Следующая история из ее жизни оказалась еще страшнее. Родила меня мама поздно, почти в сорок лет. Своего родного отца я никогда не видела, и от меня тщательно скрывали, кто он. Мама хранила эту тайну и так никому ее и не раскрыла. Удивительно, но никто из окружающих мне ничего не рассказал. Только много лет спустя, когда я поехала с одним актером из МХАТа на кинофестиваль в Марокко, он назвал имя моего отца — Александр Волков, певец Большого театра. «Твой отец не захотел жить в Советском Союзе, перешел линию фронта и оказался в Америке, где открыл школу драматического и оперного искусства», — рассказал он мне в минуту откровенности. Теперь я понимаю, как страдала мама, опасаясь не столько за себя, сколько за меня, единственную дочь...
— А ваш отец знал о рождении дочери?
— Когда я родилась, он пришел на меня взглянуть. Мама была оскорблена тем, что, увидев меня, он усомнился в своем «авторстве». Этим он подписал приговор их отношениям. За общение с «предателем Родины» можно было поплатиться жизнью. И как я сейчас понимаю, наверное поэтому я сидела взаперти и мне не разрешалось приводить домой подруг. Мама старалась загрузить меня уроками и музыкой — я училась игре на виолончели. Помню, мне очень хотелось, чтобы меня пожалели, и поэтому по дороге в школу я, прихрамывая, с трудом волочила виолончель. «Пусть все видят, какая несчастная девочка! Мало того что тащит тяжелый инструмент, она еще и хромает!» — злорадно думала я, поглядывая по сторонам: смотрят ли на меня, несчастную, сочувствующие прохожие. Может, это были первые неосознанные шаги к театру...

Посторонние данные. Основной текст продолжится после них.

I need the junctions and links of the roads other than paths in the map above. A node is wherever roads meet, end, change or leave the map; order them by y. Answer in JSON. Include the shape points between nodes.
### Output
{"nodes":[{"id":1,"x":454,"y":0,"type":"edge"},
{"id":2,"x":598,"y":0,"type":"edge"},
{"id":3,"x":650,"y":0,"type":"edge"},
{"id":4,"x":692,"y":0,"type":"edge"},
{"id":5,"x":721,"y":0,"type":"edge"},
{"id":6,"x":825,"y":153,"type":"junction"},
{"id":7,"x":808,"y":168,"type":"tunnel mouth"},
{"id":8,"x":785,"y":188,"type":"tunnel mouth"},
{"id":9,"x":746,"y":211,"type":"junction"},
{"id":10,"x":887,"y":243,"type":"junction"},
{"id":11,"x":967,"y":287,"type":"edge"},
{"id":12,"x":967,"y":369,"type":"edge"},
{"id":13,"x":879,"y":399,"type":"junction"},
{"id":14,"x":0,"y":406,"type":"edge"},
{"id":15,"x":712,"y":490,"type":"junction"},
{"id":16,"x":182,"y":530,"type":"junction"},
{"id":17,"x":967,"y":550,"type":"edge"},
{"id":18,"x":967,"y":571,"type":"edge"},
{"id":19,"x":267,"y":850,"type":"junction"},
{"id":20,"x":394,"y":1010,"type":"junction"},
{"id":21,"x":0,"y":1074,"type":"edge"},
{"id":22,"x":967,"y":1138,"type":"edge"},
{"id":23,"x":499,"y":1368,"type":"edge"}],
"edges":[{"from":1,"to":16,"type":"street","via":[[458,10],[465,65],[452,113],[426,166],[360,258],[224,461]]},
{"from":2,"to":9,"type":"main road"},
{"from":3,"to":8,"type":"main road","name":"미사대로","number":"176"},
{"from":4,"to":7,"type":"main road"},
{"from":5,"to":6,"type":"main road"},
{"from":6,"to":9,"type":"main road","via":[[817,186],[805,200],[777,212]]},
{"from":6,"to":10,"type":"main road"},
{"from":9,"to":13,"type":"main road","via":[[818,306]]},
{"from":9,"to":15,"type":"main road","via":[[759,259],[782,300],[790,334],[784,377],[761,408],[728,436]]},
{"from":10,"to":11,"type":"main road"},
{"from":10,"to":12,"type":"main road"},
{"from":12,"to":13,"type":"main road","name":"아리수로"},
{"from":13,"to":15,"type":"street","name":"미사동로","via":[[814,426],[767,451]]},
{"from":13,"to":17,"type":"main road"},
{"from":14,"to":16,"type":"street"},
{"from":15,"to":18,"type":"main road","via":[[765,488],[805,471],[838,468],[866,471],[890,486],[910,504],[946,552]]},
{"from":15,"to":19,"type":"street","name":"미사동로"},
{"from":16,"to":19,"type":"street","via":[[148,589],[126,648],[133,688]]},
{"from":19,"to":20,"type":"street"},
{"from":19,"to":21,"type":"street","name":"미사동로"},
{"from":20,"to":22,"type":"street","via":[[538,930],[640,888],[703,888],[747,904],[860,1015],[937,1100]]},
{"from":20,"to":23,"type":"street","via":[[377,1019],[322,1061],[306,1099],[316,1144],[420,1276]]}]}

После войны жизнь мамы в театре стала очень безрадостной. Ведь никто ничего не забыл... И с мамой в 1953 году все-таки, я считаю, расправились, отправив коварным образом на пенсию. Как-то ей из Большого прислали по почте конверт. В извещении на папиросной бумаге сообщалось, что с такого-то числа Мария Петровна Максакова на пенсии. Мне было всего тринадцать, но я хорошо помню, как тяжело переживала мама эту смертельную обиду. Еще бы! Уйти на пенсию в пятьдесят лет, в блестящей форме! Трижды лауреат Сталинской премии, орденоносец, народная артистка РСФСР начала карьеру заново. Ее спасло то, что Николай Петрович Осипов, руководитель Русского народного оркестра, предложил ей выступать с русскими песнями. Мама начала гастролировать с концертами по стране и объездила весь Советский Союз...
— Может, Давыдова ревновала Сталина к Марии Петровне, потому и выжила ее из театра?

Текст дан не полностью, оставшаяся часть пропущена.